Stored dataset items

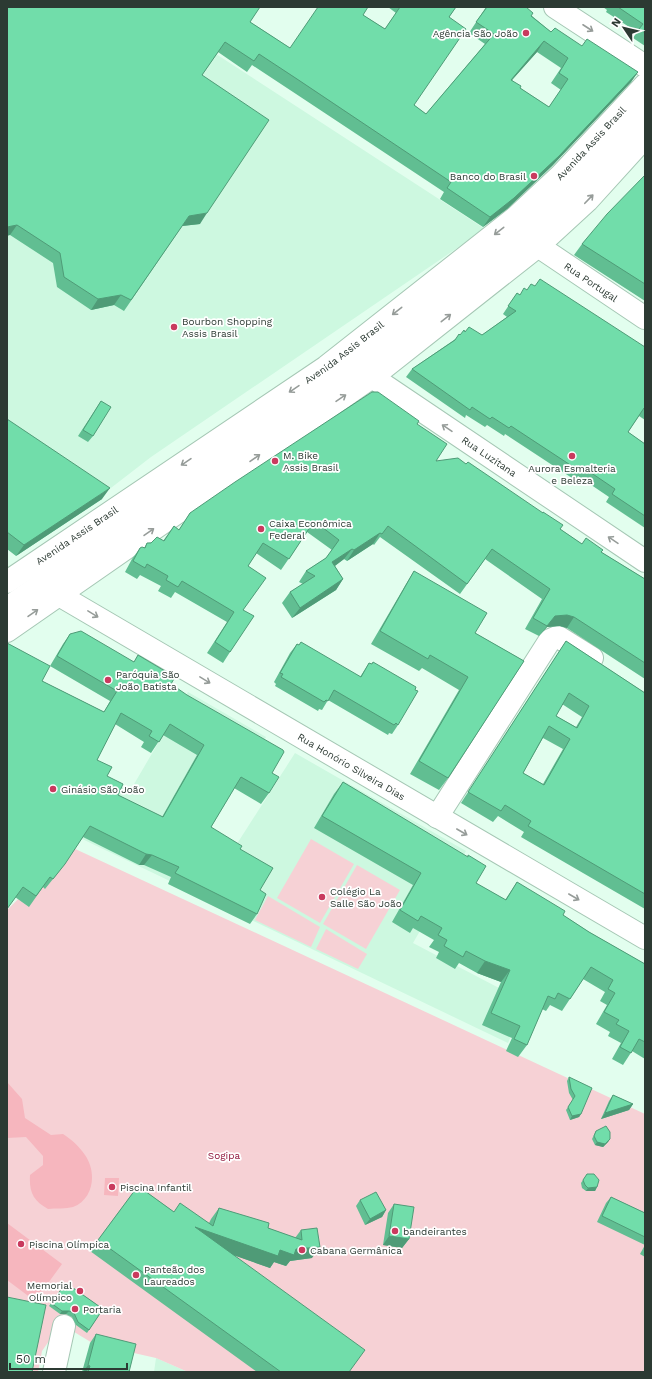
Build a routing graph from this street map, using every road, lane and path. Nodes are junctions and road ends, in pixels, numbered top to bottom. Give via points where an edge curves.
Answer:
1 (556, 7) edge
2 (645, 66) edge
3 (645, 85) edge
4 (645, 111) edge
5 (645, 137) edge
6 (574, 188) junction
7 (515, 218) junction
8 (538, 246) junction
9 (645, 318) edge
10 (326, 367) junction
11 (349, 372) junction
12 (372, 377) junction
13 (119, 506) junction
14 (645, 561) edge
15 (8, 579) edge
16 (51, 589) junction
17 (7, 608) edge
18 (7, 631) edge
19 (606, 668) edge
20 (437, 817) junction
21 (645, 938) edge
22 (64, 1326) dead end
23 (54, 1372) edge

1 -> 2 main road
3 - 7 main road, Avenida Assis Brasil via 561,175
4 - 6 main road
8 -> 5 main road via 588,201
6 - 7 main road
6 - 8 main road
6 - 11 main road via 527,232
7 -> 10 main road, Avenida Assis Brasil
8 - 9 main road, Rua Portugal
12 -> 8 main road
10 - 11 main road, Rua Luzitana
10 -> 13 main road, Avenida Assis Brasil
11 - 12 main road, Rua Luzitana
11 - 16 main road
14 -> 12 main road, Rua Luzitana
16 -> 12 main road via 123,550
13 - 15 main road, Avenida Assis Brasil
13 - 16 main road
16 - 17 main road
18 -> 16 main road
16 -> 20 main road, Rua Honório Silveira Dias
19 - 20 main road via 560,638 553,638
20 -> 21 main road, Rua Honório Silveira Dias
22 - 23 main road

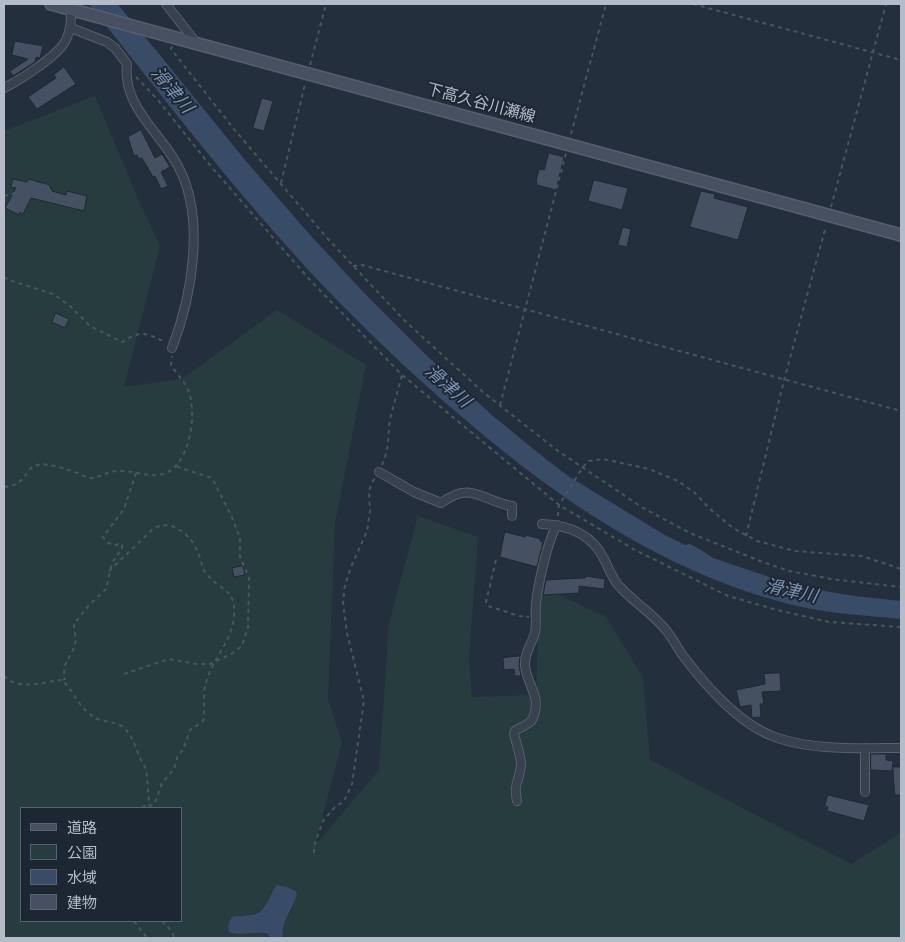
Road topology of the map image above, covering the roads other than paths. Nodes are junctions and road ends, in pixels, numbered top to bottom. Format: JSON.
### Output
{"nodes":[{"id":1,"x":51,"y":4,"type":"edge"},
{"id":2,"x":166,"y":4,"type":"edge"},
{"id":3,"x":75,"y":10,"type":"junction"},
{"id":4,"x":71,"y":28,"type":"junction"},
{"id":5,"x":197,"y":44,"type":"junction"},
{"id":6,"x":4,"y":88,"type":"edge"},
{"id":7,"x":901,"y":235,"type":"edge"},
{"id":8,"x":172,"y":348,"type":"road end"},
{"id":9,"x":378,"y":472,"type":"road end"},
{"id":10,"x":512,"y":516,"type":"dead end"},
{"id":11,"x":542,"y":524,"type":"dead end"},
{"id":12,"x":557,"y":525,"type":"junction"},
{"id":13,"x":865,"y":748,"type":"junction"},
{"id":14,"x":901,"y":748,"type":"edge"},
{"id":15,"x":865,"y":792,"type":"dead end"},
{"id":16,"x":517,"y":800,"type":"dead end"}],
"edges":[{"from":1,"to":3,"type":"main road","name":"下高久谷川瀬線"},
{"from":2,"to":5,"type":"street"},
{"from":3,"to":4,"type":"street"},
{"from":3,"to":5,"type":"main road","name":"下高久谷川瀬線"},
{"from":4,"to":6,"type":"street"},
{"from":4,"to":8,"type":"street"},
{"from":5,"to":7,"type":"main road","name":"下高久谷川瀬線"},
{"from":9,"to":10,"type":"street"},
{"from":11,"to":12,"type":"street"},
{"from":12,"to":13,"type":"street"},
{"from":12,"to":16,"type":"street"},
{"from":13,"to":14,"type":"street"},
{"from":13,"to":15,"type":"street"}]}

- **WORK TO BE COMPLETED**: Could you copy all of the entries above exactly, without the pictures?

- **EXERCISE RESULT**:
Build a routing graph from this street map, using every road, lane and path. Nodes are junctions and road ends, in pixels, numbered top to bottom. Give via points where an edge curves.
Answer:
1 (556, 7) edge
2 (645, 66) edge
3 (645, 85) edge
4 (645, 111) edge
5 (645, 137) edge
6 (574, 188) junction
7 (515, 218) junction
8 (538, 246) junction
9 (645, 318) edge
10 (326, 367) junction
11 (349, 372) junction
12 (372, 377) junction
13 (119, 506) junction
14 (645, 561) edge
15 (8, 579) edge
16 (51, 589) junction
17 (7, 608) edge
18 (7, 631) edge
19 (606, 668) edge
20 (437, 817) junction
21 (645, 938) edge
22 (64, 1326) dead end
23 (54, 1372) edge

1 -> 2 main road
3 - 7 main road, Avenida Assis Brasil via 561,175
4 - 6 main road
8 -> 5 main road via 588,201
6 - 7 main road
6 - 8 main road
6 - 11 main road via 527,232
7 -> 10 main road, Avenida Assis Brasil
8 - 9 main road, Rua Portugal
12 -> 8 main road
10 - 11 main road, Rua Luzitana
10 -> 13 main road, Avenida Assis Brasil
11 - 12 main road, Rua Luzitana
11 - 16 main road
14 -> 12 main road, Rua Luzitana
16 -> 12 main road via 123,550
13 - 15 main road, Avenida Assis Brasil
13 - 16 main road
16 - 17 main road
18 -> 16 main road
16 -> 20 main road, Rua Honório Silveira Dias
19 - 20 main road via 560,638 553,638
20 -> 21 main road, Rua Honório Silveira Dias
22 - 23 main road

Road topology of the map image above, covering the roads other than paths. Nodes are junctions and road ends, in pixels, numbered top to bottom. Format: JSON.
### Output
{"nodes":[{"id":1,"x":51,"y":4,"type":"edge"},
{"id":2,"x":166,"y":4,"type":"edge"},
{"id":3,"x":75,"y":10,"type":"junction"},
{"id":4,"x":71,"y":28,"type":"junction"},
{"id":5,"x":197,"y":44,"type":"junction"},
{"id":6,"x":4,"y":88,"type":"edge"},
{"id":7,"x":901,"y":235,"type":"edge"},
{"id":8,"x":172,"y":348,"type":"road end"},
{"id":9,"x":378,"y":472,"type":"road end"},
{"id":10,"x":512,"y":516,"type":"dead end"},
{"id":11,"x":542,"y":524,"type":"dead end"},
{"id":12,"x":557,"y":525,"type":"junction"},
{"id":13,"x":865,"y":748,"type":"junction"},
{"id":14,"x":901,"y":748,"type":"edge"},
{"id":15,"x":865,"y":792,"type":"dead end"},
{"id":16,"x":517,"y":800,"type":"dead end"}],
"edges":[{"from":1,"to":3,"type":"main road","name":"下高久谷川瀬線"},
{"from":2,"to":5,"type":"street"},
{"from":3,"to":4,"type":"street"},
{"from":3,"to":5,"type":"main road","name":"下高久谷川瀬線"},
{"from":4,"to":6,"type":"street"},
{"from":4,"to":8,"type":"street"},
{"from":5,"to":7,"type":"main road","name":"下高久谷川瀬線"},
{"from":9,"to":10,"type":"street"},
{"from":11,"to":12,"type":"street"},
{"from":12,"to":13,"type":"street"},
{"from":12,"to":16,"type":"street"},
{"from":13,"to":14,"type":"street"},
{"from":13,"to":15,"type":"street"}]}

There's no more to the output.